The pleasant voice belonged to a terrestrial woman. She was smiling disarmingly. Her lithe, boyish figure hugged the inside of a diaphanous garment with luminous tomboy femininity. Nobile shrugged in bafflement.
“Guilty as charged.”
“Death is the veil which those who live call life; they sleep, and it is lifted.” Her smile blazed as warm as summer in Italy.
“Okay, um—call me Umberto. And you are---?”
“My name is Earhart but everyone calls me Amelia.”
________________________
DO YOU BREAK EASILY?
Amelia spoke and Umberto listened . . .
“Do you break easily, have sharp edges or have to be carefully kept?”
Nobile was beginning to suspect he had been drugged. He stared at the woman in comic curiosity. Parts of his memory were unreliable and unfocused.
“Once you become real you can’t be ugly, except to those who don’t understand.”
Earhart possessed a remarkable face devoid of sophistication or subtext. She spoke without guile as one might speak with another through years of intimate friendship.
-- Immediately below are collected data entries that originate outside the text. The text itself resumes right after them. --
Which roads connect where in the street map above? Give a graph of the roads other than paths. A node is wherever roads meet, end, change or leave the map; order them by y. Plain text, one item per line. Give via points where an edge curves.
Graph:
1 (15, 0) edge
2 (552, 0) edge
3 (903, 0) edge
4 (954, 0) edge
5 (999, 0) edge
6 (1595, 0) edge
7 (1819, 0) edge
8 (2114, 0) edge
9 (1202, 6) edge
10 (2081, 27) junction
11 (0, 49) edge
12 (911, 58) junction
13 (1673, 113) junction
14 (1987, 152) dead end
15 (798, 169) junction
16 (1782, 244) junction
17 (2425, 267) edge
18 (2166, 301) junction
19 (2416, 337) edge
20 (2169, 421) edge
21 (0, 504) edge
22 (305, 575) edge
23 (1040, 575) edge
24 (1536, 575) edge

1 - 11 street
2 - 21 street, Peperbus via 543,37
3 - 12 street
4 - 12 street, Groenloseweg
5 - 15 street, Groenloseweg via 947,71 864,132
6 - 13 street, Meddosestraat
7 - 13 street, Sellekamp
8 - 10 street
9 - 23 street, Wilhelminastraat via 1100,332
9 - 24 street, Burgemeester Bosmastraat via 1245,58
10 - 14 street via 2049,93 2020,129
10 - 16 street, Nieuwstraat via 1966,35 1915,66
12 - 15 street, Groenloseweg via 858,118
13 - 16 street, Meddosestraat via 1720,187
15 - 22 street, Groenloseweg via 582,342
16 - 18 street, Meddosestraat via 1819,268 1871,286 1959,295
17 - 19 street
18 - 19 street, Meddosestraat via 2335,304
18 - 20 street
She calmed him with her demeanor and tone.
Nobile’s face depicted a mixture of awe and confusion. “Um—how’s that?”
“My body lies on a tiny Island in the Pacific. I am dying. I was injured in an emergency landing—I am thirty-two years in your future. The reason you see my image at this moment is this: parasites in your brain are creating a meniscus of your senses. Memory flattens but perceptions heighten.”
Nobile stood immediately. His eyes went wide and wild. He gasped and kept running his fingers through his hair and smoothing it as he spoke. Pacing nervously he mumbled to himself as if in an argument with his own mind.
“Mother always told me I was the weird one in the family. I’m going to try to understand everything you say—keep talking.”
“There are no boundaries at death, Umberto. There is no time or space or distance and no limits to conscious being. Yesterday, tomorrow and today happen at the same instant. Very few can see or understand this simple fact.”
I’ve been told time is god’s way of keeping everything from happening at once.”
“How do you know it doesn’t?” Her face shimmered like ripples upon water.
“Is there such a thing as heaven or hell? I want to win an argument with a priest I knew back in my old neighborhood.”
“Heaven is a soap bubble. Listen carefully while you’re able to see and hear me. Your life has been spared for a purpose. Beware those who spared you—their motives are monstrous . . .”
“Listen—I’m a product of Catholic school—is this like the Annunciation? Am I going be impregnated? If so, I need to freshen up a bit—”
“Monsters have spared you . . . “
The image blinked out and flickered on again like a broken neon sign.
Nobile went numb. His head felt as if his skull were about to burst open destroying everything he knew or ever would know.
“My mother-in-law is behind all this?”
Earhart appeared to unmoor like a dirigible in a powerful wind.
Her body collapsed into a horizontal image thin as paper.
“There are three who rule . . . false anointed . . . monorail . . .”
The discorporate image flipped and sputtered.
“We called the Lady of the ice and the Lord of the Apes . . .”
Nobile lurched forward, as though to grab hold of the unworldly personage, but it was too late. She had vanished like a magician’s velveteen rabbit. Nothing at all remained but the man, his sanity and a handful of air.